There's a large confusion in the Graphics Programming Community about the layout of Matrices in memory using OpenGL.

One of the most common mistakes is that programmers think that OpenGL uses Column-Major order matrices. It's easy to think that this is the case because that's what the majority of results on Google says. Sadly this isn't actually the case, OpenGL doesn't have a preference to which layout your matrix consists under. All OpenGL cares about is that you follow the same memory layout that the API understands (and with the transform parameter that doesn't really even matter anymore).

Matrix Memory Layout in OpenGL An image showing how an OpenGL Matrix is layed-out in contiguous memory.

Personally when I see how this is layed out I start to imagine the data in Row-Major Order. Because when I read things my eyes follow a very uniform pattern, left to right and then down a row when I hit the last column. As a person who has become (semi-)literate in English I can comfortably say that my brain has become accustomed to parsing data in Row-Major Order.

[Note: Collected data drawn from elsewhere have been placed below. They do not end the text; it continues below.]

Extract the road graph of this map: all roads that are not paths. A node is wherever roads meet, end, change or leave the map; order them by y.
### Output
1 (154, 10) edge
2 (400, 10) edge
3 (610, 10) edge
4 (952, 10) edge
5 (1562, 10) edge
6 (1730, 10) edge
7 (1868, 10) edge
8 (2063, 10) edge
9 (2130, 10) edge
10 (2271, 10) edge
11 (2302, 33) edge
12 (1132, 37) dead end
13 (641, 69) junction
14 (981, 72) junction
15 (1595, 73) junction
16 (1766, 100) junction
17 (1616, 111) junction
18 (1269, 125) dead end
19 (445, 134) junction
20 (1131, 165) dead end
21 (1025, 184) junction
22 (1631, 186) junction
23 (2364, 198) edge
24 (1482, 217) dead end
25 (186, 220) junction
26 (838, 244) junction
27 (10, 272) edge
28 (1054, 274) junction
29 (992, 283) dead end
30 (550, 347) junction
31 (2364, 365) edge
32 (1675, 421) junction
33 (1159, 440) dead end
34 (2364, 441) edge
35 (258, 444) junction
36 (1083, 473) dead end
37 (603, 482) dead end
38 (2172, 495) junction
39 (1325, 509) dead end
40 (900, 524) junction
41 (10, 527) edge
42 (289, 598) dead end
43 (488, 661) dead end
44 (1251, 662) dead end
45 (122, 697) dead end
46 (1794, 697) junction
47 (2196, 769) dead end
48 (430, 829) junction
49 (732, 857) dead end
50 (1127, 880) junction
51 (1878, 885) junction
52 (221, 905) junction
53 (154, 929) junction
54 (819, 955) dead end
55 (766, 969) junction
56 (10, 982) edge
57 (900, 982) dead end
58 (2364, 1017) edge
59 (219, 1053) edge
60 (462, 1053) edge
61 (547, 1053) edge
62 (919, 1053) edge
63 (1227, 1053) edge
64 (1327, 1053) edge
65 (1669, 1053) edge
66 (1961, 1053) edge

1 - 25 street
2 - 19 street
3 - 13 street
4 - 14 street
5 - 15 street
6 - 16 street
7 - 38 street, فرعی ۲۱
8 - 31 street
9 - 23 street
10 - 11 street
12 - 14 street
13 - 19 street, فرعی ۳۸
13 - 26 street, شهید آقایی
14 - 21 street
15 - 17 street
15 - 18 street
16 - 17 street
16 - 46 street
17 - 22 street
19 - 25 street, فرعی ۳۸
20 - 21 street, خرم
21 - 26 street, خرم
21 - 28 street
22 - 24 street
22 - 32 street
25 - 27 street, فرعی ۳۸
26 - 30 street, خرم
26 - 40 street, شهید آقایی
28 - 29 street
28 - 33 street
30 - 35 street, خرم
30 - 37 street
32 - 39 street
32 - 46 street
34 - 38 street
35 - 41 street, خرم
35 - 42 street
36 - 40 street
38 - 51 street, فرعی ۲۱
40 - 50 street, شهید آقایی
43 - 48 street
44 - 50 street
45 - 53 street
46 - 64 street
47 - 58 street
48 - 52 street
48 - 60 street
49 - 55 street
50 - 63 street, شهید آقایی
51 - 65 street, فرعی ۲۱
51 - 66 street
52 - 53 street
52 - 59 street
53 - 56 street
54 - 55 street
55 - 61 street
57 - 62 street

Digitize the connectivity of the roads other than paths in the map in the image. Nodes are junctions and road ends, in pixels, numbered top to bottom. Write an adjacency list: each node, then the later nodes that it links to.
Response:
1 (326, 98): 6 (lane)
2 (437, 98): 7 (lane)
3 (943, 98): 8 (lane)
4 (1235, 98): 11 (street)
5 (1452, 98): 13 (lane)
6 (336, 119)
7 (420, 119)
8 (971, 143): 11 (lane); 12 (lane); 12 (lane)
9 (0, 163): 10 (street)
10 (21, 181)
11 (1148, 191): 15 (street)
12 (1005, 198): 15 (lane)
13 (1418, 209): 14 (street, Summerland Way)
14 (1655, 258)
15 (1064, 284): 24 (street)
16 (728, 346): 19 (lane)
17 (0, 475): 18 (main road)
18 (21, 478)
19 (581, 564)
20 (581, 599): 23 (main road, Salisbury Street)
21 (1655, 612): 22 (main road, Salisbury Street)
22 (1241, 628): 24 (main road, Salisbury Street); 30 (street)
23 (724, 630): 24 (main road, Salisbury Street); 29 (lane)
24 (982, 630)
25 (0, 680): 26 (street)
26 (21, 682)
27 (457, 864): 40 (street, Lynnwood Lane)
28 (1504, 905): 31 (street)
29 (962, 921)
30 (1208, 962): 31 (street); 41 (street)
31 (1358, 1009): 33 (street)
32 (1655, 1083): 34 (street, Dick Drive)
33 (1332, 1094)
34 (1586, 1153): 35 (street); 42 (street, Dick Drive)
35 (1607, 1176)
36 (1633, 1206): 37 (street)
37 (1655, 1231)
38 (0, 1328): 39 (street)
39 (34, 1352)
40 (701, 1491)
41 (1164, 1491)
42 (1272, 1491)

Sadly OpenGL really pushes users to use Column-Major Order. This is evident by the fact that section 4.1.6 of the GLSL Specification states the following.

Initialization of matrix values is done with constructors (described in section 5.4
“Constructors” ) in column-major order

To me personally thinking that the matrices are layed-out in Column-Major Order is un-natural. Here's how the GLSL Specification looks at the matrices that are created.

|0,  4,  8,  12|
|1,  5,  9,  13|
|2,  6,  10, 14|
|3,  7,  11, 15|

Weird Column-Major Memory Layout (Row-Major in Disguise)

There's not really a right answer to what format to use. As stated above I prefer to use Row-Major Ordering for my Matrices. In the end use whatever is more intuitive to you, but please make sure to document how things are layed-out in memory.